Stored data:
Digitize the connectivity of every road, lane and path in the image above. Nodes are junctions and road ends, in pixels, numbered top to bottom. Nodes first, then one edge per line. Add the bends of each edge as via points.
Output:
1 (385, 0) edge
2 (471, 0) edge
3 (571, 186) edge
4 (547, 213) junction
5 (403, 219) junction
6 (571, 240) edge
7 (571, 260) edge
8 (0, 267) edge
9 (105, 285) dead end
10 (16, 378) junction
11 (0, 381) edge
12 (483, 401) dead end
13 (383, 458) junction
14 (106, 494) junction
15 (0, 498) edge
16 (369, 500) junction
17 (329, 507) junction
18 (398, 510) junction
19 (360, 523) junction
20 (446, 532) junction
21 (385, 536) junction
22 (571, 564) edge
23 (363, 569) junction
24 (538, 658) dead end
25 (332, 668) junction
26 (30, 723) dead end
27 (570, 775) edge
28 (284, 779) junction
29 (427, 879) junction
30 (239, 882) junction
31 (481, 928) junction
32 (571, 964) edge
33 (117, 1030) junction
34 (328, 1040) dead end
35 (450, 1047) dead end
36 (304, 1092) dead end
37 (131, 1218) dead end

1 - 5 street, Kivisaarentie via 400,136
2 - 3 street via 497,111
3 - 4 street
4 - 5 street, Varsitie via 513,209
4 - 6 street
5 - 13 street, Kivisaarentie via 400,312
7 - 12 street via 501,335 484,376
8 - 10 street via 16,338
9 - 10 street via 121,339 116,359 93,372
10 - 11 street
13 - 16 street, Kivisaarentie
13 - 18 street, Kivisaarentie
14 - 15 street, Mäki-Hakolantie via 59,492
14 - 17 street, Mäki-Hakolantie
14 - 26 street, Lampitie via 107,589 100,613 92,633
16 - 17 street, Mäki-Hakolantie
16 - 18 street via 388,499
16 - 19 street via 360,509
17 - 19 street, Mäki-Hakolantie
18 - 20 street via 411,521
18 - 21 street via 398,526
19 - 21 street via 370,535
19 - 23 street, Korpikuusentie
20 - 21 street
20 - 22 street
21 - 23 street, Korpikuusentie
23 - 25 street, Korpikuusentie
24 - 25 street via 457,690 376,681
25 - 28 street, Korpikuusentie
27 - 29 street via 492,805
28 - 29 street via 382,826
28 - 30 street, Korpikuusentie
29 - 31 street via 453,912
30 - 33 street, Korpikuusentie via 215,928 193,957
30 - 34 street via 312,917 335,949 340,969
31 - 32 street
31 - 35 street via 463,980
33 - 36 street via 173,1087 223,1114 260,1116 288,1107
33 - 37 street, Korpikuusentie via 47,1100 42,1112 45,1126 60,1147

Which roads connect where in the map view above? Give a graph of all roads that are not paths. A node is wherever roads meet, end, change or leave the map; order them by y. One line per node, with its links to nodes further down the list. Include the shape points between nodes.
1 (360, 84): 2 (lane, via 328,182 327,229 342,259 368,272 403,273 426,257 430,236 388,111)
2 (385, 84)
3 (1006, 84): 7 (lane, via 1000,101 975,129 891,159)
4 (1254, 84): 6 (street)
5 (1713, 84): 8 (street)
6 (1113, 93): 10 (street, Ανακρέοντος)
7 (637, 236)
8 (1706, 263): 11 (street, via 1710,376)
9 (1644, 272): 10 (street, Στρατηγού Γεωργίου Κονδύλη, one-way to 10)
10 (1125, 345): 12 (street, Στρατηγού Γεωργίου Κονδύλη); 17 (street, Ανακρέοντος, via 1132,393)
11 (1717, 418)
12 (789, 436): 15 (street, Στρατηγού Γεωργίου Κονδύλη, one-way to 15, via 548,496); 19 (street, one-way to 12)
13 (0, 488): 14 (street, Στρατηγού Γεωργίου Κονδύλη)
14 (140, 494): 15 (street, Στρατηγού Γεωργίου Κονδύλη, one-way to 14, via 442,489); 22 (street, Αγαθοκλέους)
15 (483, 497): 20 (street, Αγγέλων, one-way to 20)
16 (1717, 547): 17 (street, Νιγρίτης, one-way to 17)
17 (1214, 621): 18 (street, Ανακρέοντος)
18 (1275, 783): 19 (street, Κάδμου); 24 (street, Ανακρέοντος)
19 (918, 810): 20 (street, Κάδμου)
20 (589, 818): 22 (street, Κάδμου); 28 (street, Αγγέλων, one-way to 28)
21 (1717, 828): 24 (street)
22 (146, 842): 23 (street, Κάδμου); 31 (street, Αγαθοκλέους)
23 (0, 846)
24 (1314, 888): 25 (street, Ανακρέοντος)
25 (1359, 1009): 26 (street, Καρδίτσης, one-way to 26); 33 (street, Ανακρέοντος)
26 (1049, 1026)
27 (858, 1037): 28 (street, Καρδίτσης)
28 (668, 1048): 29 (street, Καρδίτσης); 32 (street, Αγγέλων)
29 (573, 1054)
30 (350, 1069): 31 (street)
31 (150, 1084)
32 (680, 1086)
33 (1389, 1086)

— AIM OF THE EXERCISE —
The answer must consist of every line from the entries above that contains the string "Αγγέλων".

— WORKED SOLUTION —
15 (483, 497): 20 (street, Αγγέλων, one-way to 20)
20 (589, 818): 22 (street, Κάδμου); 28 (street, Αγγέλων, one-way to 28)
28 (668, 1048): 29 (street, Καρδίτσης); 32 (street, Αγγέλων)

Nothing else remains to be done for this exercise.